▸ What to work on: Going through the data below, copy out each line where the word "Plaza" shows up.

(Stored data)
====
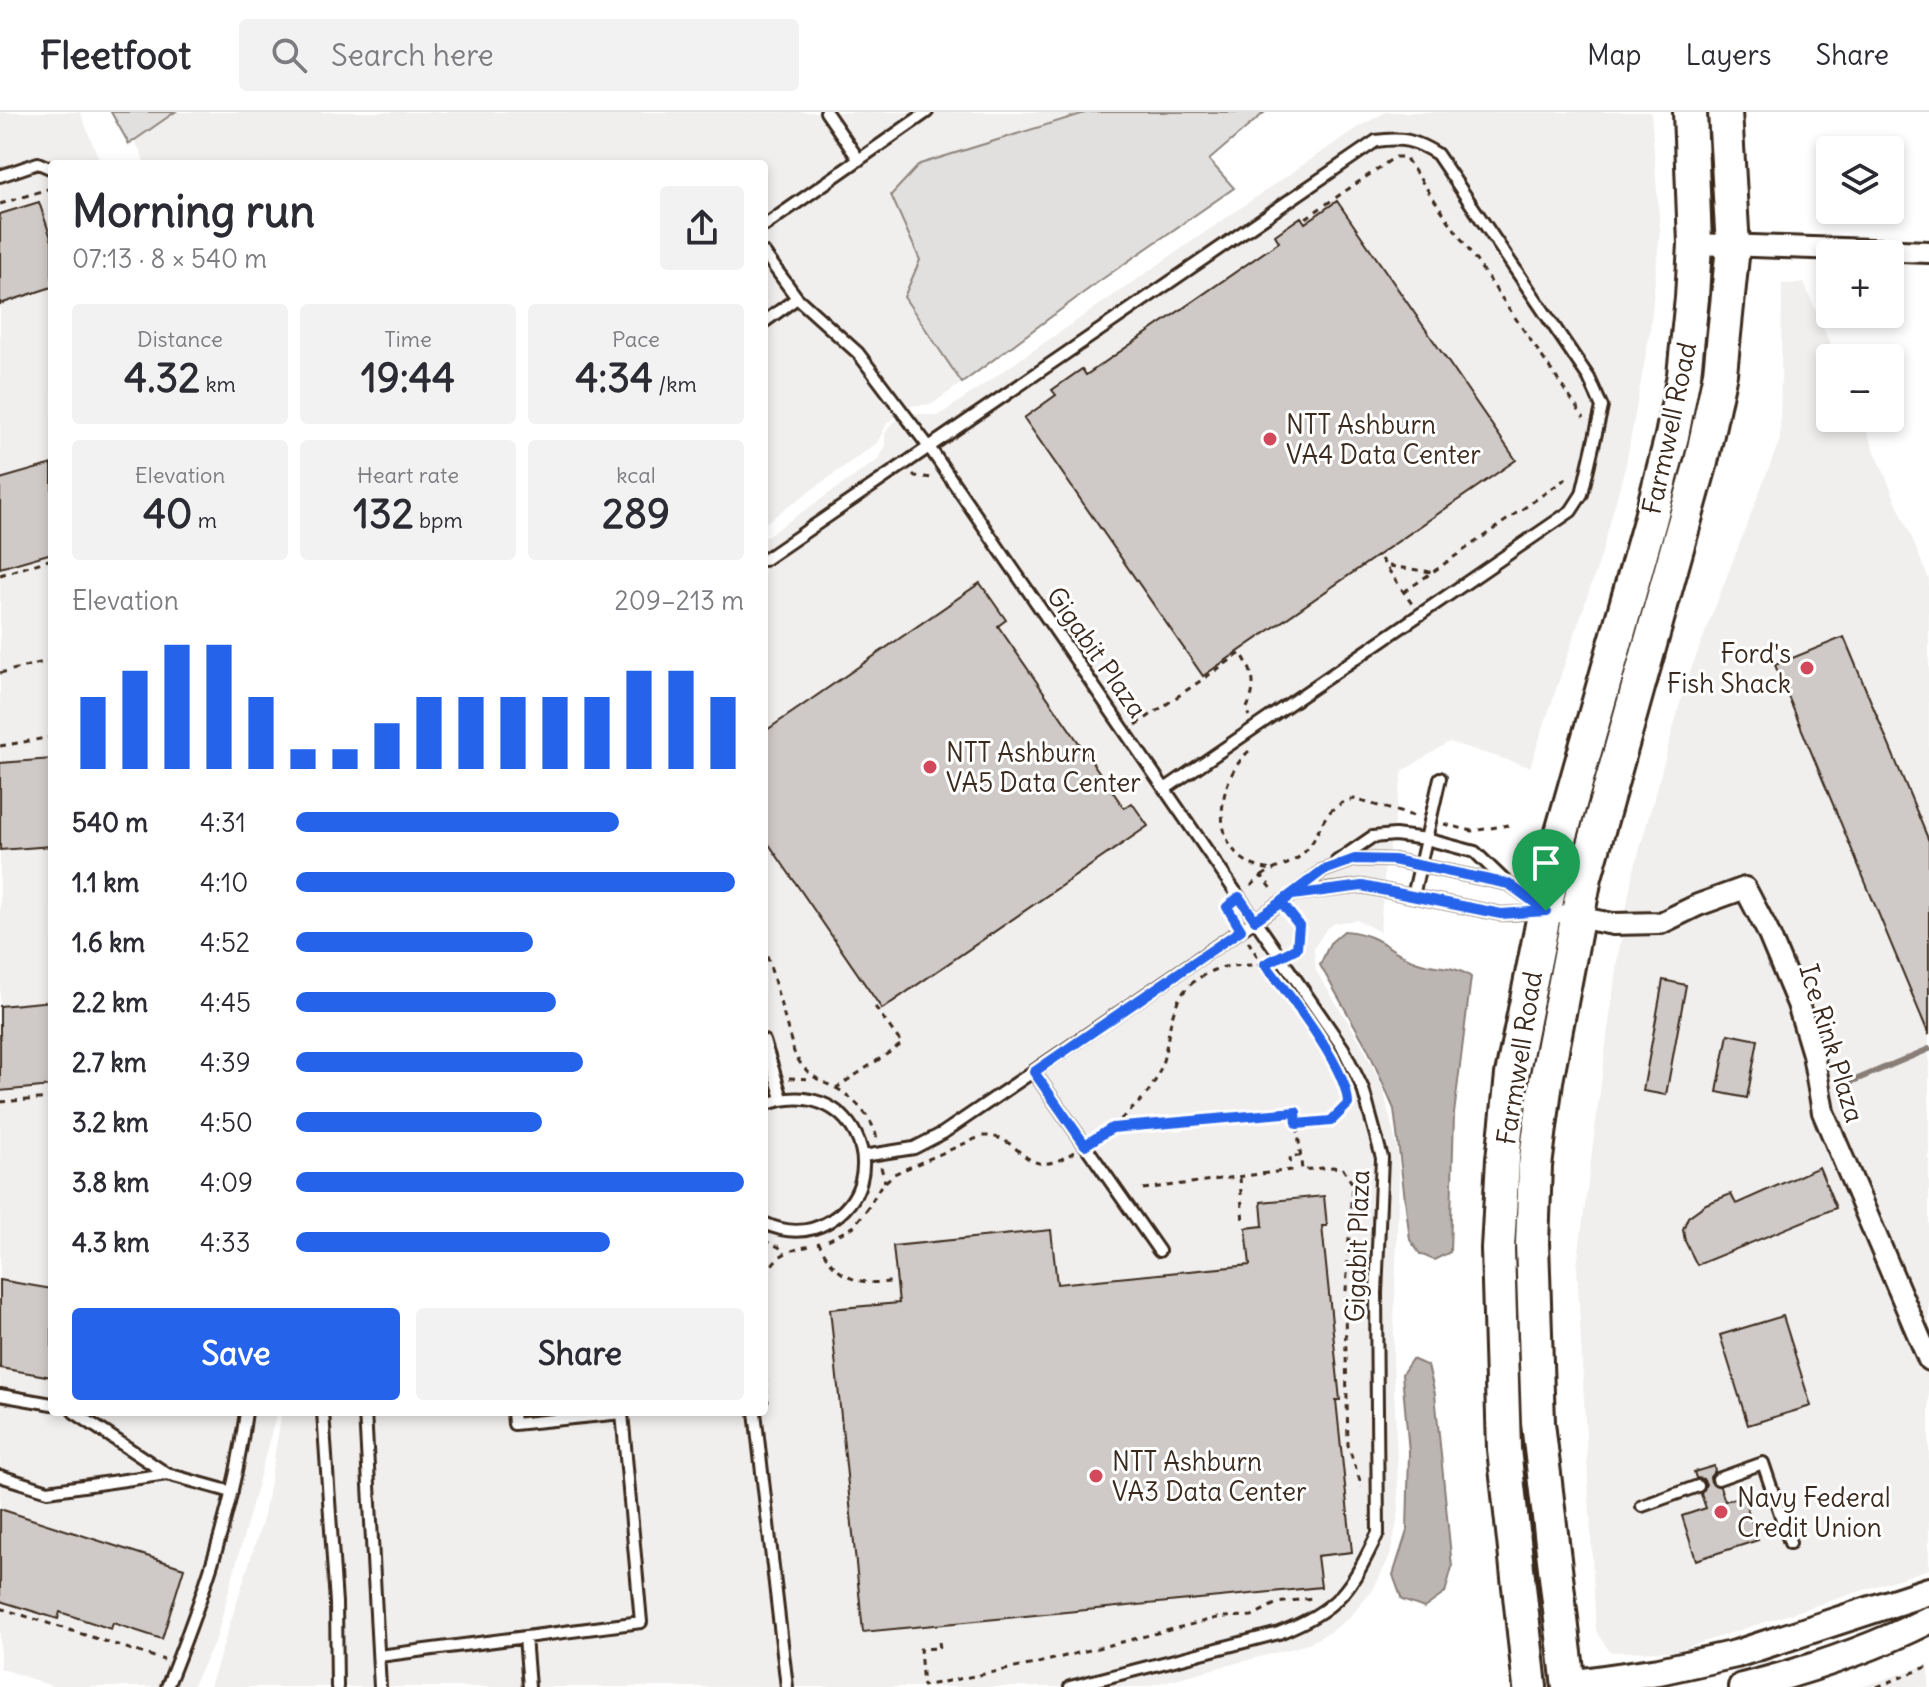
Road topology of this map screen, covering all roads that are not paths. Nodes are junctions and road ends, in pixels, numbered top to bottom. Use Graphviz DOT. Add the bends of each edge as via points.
graph roads {
  1 [pos="826,112"];
  2 [pos="927,112"];
  3 [pos="1690,112"];
  4 [pos="1725,112"];
  5 [pos="859,160"];
  6 [pos="48,167"];
  7 [pos="0,176"];
  8 [pos="768,223"];
  9 [pos="1695,244"];
  10 [pos="1733,247"];
  11 [pos="1929,252"];
  12 [pos="768,258"];
  13 [pos="797,298"];
  14 [pos="768,319"];
  15 [pos="929,447"];
  16 [pos="768,557"];
  17 [pos="1440,778"];
  18 [pos="1165,789"];
  19 [pos="1426,839"];
  20 [pos="1420,866"];
  21 [pos="1322,871"];
  22 [pos="1509,884"];
  23 [pos="1292,895"];
  24 [pos="1413,896"];
  25 [pos="1546,911"];
  26 [pos="1579,917"];
  27 [pos="1255,920"];
  28 [pos="768,1054"];
  29 [pos="1034,1072"];
  30 [pos="782,1098"];
  31 [pos="768,1103"];
  32 [pos="863,1156"];
  33 [pos="768,1225"];
  34 [pos="1159,1251"];
  35 [pos="1929,1360"];
  36 [pos="0,1395"];
  37 [pos="48,1403"];
  38 [pos="80,1416"];
  39 [pos="246,1416"];
  40 [pos="323,1416"];
  41 [pos="365,1416"];
  42 [pos="513,1416"];
  43 [pos="593,1416"];
  44 [pos="622,1416"];
  45 [pos="755,1416"];
  46 [pos="167,1474"];
  47 [pos="0,1476"];
  48 [pos="1718,1479"];
  49 [pos="1698,1486"];
  50 [pos="232,1492"];
  51 [pos="1642,1506"];
  52 [pos="1790,1543"];
  53 [pos="1929,1591"];
  54 [pos="1929,1620"];
  55 [pos="525,1637"];
  56 [pos="379,1656"];
  57 [pos="1530,1686"];
  58 [pos="1569,1686"];
  59 [pos="167,1687"];
  60 [pos="337,1687"];
  61 [pos="380,1687"];
  62 [pos="529,1687"];
  63 [pos="787,1687"];
  64 [pos="1070,1687"];
  65 [pos="1742,1687"];
  1 -- 5 [label="lane"];
  2 -- 5 [label="lane"];
  3 -- 9 [label="main road, Farmwell Road"];
  4 -- 10 [label="main road, Farmwell Road"];
  5 -- 8 [label="lane"];
  6 -- 7 [label="lane" via="38,163"];
  9 -- 10 [label="street"];
  9 -- 25 [label="main road, Farmwell Road" via="1684,375 1672,436 1557,850"];
  10 -- 11 [label="street"];
  10 -- 26 [label="main road, Farmwell Road" via="1720,373 1701,462 1585,877"];
  12 -- 13 [label="lane, Gigabit Plaza"];
  13 -- 14 [label="lane"];
  13 -- 15 [label="lane, Gigabit Plaza" via="858,353"];
  15 -- 16 [label="lane"];
  15 -- 18 [label="lane, Gigabit Plaza"];
  15 -- 18 [label="lane" via="1376,141 1398,137 1437,154 1589,378 1602,407 1582,494 1571,511"];
  17 -- 19 [label="lane"];
  18 -- 27 [label="lane, Gigabit Plaza"];
  19 -- 20 [label="lane"];
  19 -- 21 [label="lane" via="1372,837"];
  19 -- 22 [label="lane" via="1475,852"];
  20 -- 21 [label="lane" via="1355,859"];
  20 -- 22 [label="lane"];
  20 -- 24 [label="lane"];
  21 -- 23 [label="lane"];
  22 -- 25 [label="lane"];
  23 -- 24 [label="lane" via="1362,886"];
  23 -- 27 [label="lane"];
  24 -- 25 [label="lane" via="1501,914"];
  25 -- 26 [label="street, Ice Rink Plaza"];
  25 -- 57 [label="main road, Farmwell Road" via="1512,1075 1498,1249 1504,1449"];
  26 -- 35 [label="street, Ice Rink Plaza" via="1613,924 1661,923 1745,888 1798,1004 1823,1112"];
  26 -- 58 [label="main road, Farmwell Road" via="1546,1081 1532,1243 1538,1423"];
  27 -- 29 [label="lane"];
  27 -- 64 [label="lane, Gigabit Plaza" via="1343,1048 1363,1089 1382,1158 1375,1307 1378,1533 1339,1600 1310,1620 1279,1633"];
  28 -- 30 [label="lane"];
  29 -- 32 [label="lane" via="914,1148"];
  29 -- 34 [label="lane"];
  30 -- 31 [label="lane"];
  30 -- 32 [label="lane" via="826,1103 856,1135"];
  32 -- 33 [label="lane" via="854,1199 839,1216 798,1232"];
  36 -- 37 [label="lane"];
  38 -- 46 [label="lane"];
  39 -- 50 [label="lane"];
  40 -- 60 [label="lane"];
  41 -- 56 [label="lane"];
  42 -- 43 [label="lane" via="514,1424"];
  44 -- 55 [label="lane" via="641,1622"];
  45 -- 63 [label="lane"];
  46 -- 47 [label="lane" via="48,1491"];
  46 -- 50 [label="lane"];
  48 -- 52 [label="lane" via="1763,1463"];
  49 -- 51 [label="lane"];
  50 -- 59 [label="lane" via="216,1555"];
  53 -- 58 [label="street" via="1736,1654"];
  54 -- 65 [label="street" via="1803,1672"];
  55 -- 56 [label="lane"];
  55 -- 62 [label="lane"];
  56 -- 61 [label="lane"];
}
====
▸ Final answer:
  12 -- 13 [label="lane, Gigabit Plaza"];
  13 -- 15 [label="lane, Gigabit Plaza" via="858,353"];
  15 -- 18 [label="lane, Gigabit Plaza"];
  18 -- 27 [label="lane, Gigabit Plaza"];
  25 -- 26 [label="street, Ice Rink Plaza"];
  26 -- 35 [label="street, Ice Rink Plaza" via="1613,924 1661,923 1745,888 1798,1004 1823,1112"];
  27 -- 64 [label="lane, Gigabit Plaza" via="1343,1048 1363,1089 1382,1158 1375,1307 1378,1533 1339,1600 1310,1620 1279,1633"];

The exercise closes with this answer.